Funny how time slips away from us.

It doesn’t seem that long ago that I was stuffed in the back of a C-130, strapped in with a seat belt to a webbed bench-like seat latched onto the sides of the aircraft. Some sergeant had given me pliable pink pill-looking things and told me to stuff them in my ears because the noise would get loud.

We took off from an air base in Zaragoza, Spain. Our presence there was unappreciated by some, who stood outside the base’s perimeters with protest signs. It didn’t matter, the guys had a mission to fulfill and they ignored the jeers and shouts.

To the left and right of me sat American soldiers. But these guys weren’t the hardened veterans of war I had always seen in John Wayne movies. They were just folks, young men. Some of them were younger than me. They were citizen soldiers. Some folks called them the weekend army, because they gathered at National Guard bases all over the United States and drilled on the weekends.

Now, they were pressed into duty — Desert Storm. They didn’t know what waited for them as our aircraft rolled down the runway of the Spanish Air Force base, gathered speed and lifted off the ground in the direction of Saudi Arabia.

What these young men knew was their country had called them to duty. They answered.

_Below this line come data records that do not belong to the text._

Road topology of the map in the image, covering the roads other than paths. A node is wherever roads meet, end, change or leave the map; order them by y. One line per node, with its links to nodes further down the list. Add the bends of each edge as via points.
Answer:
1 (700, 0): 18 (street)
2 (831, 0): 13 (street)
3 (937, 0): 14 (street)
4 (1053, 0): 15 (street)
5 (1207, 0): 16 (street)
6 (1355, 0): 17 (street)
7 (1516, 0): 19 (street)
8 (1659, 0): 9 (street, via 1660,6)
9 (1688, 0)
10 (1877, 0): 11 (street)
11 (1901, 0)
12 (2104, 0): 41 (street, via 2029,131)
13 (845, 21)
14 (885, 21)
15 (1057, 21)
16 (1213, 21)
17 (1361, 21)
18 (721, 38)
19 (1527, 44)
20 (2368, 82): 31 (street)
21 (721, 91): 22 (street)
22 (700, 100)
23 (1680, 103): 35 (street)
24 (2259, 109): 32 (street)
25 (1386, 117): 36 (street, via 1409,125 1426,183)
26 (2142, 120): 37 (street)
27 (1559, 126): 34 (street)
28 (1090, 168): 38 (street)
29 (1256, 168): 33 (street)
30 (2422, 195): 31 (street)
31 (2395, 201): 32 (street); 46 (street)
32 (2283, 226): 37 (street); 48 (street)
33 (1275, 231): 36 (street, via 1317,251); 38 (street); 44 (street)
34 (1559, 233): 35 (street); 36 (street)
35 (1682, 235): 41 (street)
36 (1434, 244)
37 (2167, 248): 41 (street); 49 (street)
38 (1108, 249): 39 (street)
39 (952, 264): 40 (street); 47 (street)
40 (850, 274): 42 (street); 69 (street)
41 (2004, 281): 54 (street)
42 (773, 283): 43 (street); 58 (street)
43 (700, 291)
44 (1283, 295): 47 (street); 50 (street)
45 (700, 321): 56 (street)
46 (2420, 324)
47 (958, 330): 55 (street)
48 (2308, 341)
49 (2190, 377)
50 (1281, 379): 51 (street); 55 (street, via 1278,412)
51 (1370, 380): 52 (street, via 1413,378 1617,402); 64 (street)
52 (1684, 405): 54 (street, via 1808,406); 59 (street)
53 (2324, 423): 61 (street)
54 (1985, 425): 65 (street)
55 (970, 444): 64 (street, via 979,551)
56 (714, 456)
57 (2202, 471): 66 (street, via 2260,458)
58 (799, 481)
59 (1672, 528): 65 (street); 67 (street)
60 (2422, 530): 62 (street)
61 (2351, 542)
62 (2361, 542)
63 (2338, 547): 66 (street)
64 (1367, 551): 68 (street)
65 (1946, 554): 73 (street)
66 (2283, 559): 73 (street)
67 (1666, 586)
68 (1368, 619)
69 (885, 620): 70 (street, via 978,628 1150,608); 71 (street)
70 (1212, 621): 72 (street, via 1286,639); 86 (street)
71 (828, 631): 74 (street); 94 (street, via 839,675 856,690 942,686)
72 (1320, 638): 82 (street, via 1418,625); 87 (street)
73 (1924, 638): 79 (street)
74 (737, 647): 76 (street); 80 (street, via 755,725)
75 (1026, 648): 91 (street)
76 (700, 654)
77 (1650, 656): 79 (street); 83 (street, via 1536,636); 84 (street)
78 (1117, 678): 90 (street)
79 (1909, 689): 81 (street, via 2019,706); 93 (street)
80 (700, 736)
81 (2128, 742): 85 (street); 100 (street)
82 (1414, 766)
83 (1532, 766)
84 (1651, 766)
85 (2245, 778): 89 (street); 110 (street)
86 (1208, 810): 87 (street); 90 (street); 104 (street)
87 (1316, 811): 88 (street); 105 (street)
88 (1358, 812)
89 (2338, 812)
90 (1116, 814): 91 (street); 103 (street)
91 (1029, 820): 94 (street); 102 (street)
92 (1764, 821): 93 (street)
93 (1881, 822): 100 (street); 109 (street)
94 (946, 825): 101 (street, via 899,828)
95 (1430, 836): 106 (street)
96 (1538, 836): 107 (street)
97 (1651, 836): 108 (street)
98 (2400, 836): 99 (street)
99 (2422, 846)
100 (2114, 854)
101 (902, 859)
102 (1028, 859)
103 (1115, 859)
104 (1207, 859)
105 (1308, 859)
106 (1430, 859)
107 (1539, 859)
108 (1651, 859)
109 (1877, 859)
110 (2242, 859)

One, a guardsman from New Jersey, had left his new wife when his beeper went off, calling him to prepare to leave. They had been married only 24 hours before he received the call. He pulled a photograph of her from his breast pocket. We talked about home and plans and how he expected to build a life.

Now, the war.

The reality of the possibility he would not come home sat in front of us on pallets, squeezed between two tanks. Our loadmaster had told us that blood plasma was packed in special containers on those pallets. The medical teams were setting up hospitals already — in preparation.

I don’t know what happened to this soldier. His name is in a reporter’s notebook stored away among others kept through the years. But I remember his face, his story.

There are many other faces of veterans and stories about veterans that have flowed through history. I was fortunate. I had the opportunity to tell some of those to the folks back home.

It’s important that we remember the service people on the ground and that they don’t get lost in the political back and forth or become disembodied numbers.

That guardsman was somebody’s son, a husband, an employee — a person.

That’s what I’ll remember Monday at 3 p.m. when I stop for the minute of remembrance — the faces.